Saved data entries:
>>>
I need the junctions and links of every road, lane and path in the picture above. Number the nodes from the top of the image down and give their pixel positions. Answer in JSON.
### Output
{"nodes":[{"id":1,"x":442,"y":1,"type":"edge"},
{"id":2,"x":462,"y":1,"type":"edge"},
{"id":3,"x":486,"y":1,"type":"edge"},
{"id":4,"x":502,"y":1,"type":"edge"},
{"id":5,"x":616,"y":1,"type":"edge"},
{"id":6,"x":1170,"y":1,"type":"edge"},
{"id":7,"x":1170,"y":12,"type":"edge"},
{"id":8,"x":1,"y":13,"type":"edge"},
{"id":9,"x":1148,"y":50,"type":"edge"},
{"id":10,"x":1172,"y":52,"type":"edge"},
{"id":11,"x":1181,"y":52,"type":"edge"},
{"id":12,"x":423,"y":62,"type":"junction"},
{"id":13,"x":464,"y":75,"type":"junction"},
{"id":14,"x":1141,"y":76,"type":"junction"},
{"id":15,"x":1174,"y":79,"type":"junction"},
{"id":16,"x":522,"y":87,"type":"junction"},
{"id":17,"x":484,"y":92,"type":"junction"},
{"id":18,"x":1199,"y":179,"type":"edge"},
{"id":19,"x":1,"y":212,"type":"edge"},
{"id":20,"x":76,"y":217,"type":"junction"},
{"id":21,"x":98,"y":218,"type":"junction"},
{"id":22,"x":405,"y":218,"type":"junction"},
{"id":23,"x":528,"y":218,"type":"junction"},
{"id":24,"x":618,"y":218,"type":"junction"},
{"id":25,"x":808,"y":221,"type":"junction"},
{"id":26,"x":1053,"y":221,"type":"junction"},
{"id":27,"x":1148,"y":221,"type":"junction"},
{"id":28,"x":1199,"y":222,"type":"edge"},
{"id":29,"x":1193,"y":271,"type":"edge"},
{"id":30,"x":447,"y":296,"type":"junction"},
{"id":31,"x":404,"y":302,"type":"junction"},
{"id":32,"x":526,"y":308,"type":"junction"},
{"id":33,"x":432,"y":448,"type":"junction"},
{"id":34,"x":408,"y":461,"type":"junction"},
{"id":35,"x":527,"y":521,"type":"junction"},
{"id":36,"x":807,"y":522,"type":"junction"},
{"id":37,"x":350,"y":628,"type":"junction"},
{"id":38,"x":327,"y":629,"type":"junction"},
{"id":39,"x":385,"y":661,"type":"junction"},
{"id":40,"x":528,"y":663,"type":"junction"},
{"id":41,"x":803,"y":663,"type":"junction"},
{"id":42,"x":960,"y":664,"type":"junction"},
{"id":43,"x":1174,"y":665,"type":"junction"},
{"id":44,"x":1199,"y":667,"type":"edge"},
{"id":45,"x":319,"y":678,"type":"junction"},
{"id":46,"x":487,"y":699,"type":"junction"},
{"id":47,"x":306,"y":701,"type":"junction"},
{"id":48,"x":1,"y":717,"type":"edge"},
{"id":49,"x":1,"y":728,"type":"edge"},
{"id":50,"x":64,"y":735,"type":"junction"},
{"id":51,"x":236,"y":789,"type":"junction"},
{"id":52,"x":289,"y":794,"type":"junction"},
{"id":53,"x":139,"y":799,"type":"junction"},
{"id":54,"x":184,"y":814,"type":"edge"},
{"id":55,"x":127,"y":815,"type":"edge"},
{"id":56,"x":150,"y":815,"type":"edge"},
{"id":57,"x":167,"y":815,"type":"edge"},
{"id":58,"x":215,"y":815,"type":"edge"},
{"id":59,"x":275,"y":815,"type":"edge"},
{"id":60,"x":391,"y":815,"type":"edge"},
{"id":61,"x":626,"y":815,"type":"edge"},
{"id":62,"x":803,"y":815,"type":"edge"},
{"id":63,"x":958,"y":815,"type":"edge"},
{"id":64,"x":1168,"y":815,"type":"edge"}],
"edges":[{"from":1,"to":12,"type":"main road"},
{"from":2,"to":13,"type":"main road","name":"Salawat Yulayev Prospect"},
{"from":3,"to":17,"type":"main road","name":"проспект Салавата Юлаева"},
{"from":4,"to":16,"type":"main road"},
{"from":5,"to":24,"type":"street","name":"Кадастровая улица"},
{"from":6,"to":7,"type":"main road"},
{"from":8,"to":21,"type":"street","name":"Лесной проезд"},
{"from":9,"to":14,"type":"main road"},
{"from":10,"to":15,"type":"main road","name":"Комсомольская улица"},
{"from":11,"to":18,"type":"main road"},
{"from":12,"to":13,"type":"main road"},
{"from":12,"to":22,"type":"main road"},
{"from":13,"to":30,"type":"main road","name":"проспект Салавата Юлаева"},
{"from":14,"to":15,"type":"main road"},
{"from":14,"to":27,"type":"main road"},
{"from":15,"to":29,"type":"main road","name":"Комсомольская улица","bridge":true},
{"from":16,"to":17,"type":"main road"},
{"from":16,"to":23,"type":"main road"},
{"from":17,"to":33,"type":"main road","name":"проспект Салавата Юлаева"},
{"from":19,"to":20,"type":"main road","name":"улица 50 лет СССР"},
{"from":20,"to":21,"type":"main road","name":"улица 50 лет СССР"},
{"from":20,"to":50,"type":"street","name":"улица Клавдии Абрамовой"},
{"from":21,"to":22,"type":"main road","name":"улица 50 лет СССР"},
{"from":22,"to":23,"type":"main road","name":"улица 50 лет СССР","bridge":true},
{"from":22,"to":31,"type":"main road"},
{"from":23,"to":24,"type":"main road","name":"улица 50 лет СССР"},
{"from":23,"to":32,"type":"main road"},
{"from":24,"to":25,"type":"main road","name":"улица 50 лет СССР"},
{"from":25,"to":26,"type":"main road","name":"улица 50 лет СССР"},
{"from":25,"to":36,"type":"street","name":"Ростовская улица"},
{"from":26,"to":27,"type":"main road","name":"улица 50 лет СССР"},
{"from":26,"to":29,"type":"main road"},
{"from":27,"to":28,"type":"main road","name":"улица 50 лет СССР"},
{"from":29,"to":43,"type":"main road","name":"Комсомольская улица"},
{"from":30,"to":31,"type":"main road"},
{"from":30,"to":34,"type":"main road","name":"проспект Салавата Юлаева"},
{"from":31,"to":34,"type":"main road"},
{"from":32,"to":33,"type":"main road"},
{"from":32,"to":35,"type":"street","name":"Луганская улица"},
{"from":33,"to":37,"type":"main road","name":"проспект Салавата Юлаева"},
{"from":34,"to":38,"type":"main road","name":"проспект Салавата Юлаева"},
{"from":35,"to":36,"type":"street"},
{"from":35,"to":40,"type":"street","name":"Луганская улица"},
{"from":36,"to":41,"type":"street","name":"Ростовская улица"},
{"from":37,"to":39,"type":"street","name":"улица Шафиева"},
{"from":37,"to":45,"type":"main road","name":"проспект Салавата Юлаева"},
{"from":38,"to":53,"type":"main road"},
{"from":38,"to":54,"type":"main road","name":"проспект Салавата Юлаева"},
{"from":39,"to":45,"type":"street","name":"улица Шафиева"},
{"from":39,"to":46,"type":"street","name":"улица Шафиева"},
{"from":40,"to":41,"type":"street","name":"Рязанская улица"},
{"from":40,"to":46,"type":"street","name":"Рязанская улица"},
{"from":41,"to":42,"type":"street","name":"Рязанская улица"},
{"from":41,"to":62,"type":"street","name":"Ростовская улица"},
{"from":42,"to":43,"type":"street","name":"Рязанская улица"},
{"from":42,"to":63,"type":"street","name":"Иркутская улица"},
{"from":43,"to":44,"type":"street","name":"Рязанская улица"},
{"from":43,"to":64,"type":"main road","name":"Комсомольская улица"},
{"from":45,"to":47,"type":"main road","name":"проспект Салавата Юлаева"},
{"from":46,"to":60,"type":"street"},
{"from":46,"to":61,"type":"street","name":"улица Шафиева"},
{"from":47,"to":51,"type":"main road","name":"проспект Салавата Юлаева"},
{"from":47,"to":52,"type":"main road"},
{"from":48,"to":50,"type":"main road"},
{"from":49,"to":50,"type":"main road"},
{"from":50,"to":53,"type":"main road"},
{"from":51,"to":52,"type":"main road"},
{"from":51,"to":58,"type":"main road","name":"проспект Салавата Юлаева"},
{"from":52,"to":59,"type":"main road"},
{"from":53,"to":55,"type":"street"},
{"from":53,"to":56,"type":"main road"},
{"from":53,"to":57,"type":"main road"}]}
<<<
## [Your objective]
Wherever the string "Луганская" occurs in the entries, copy that whole line.

## [Output of the task]
{"from":32,"to":35,"type":"street","name":"Луганская улица"},
{"from":35,"to":40,"type":"street","name":"Луганская улица"},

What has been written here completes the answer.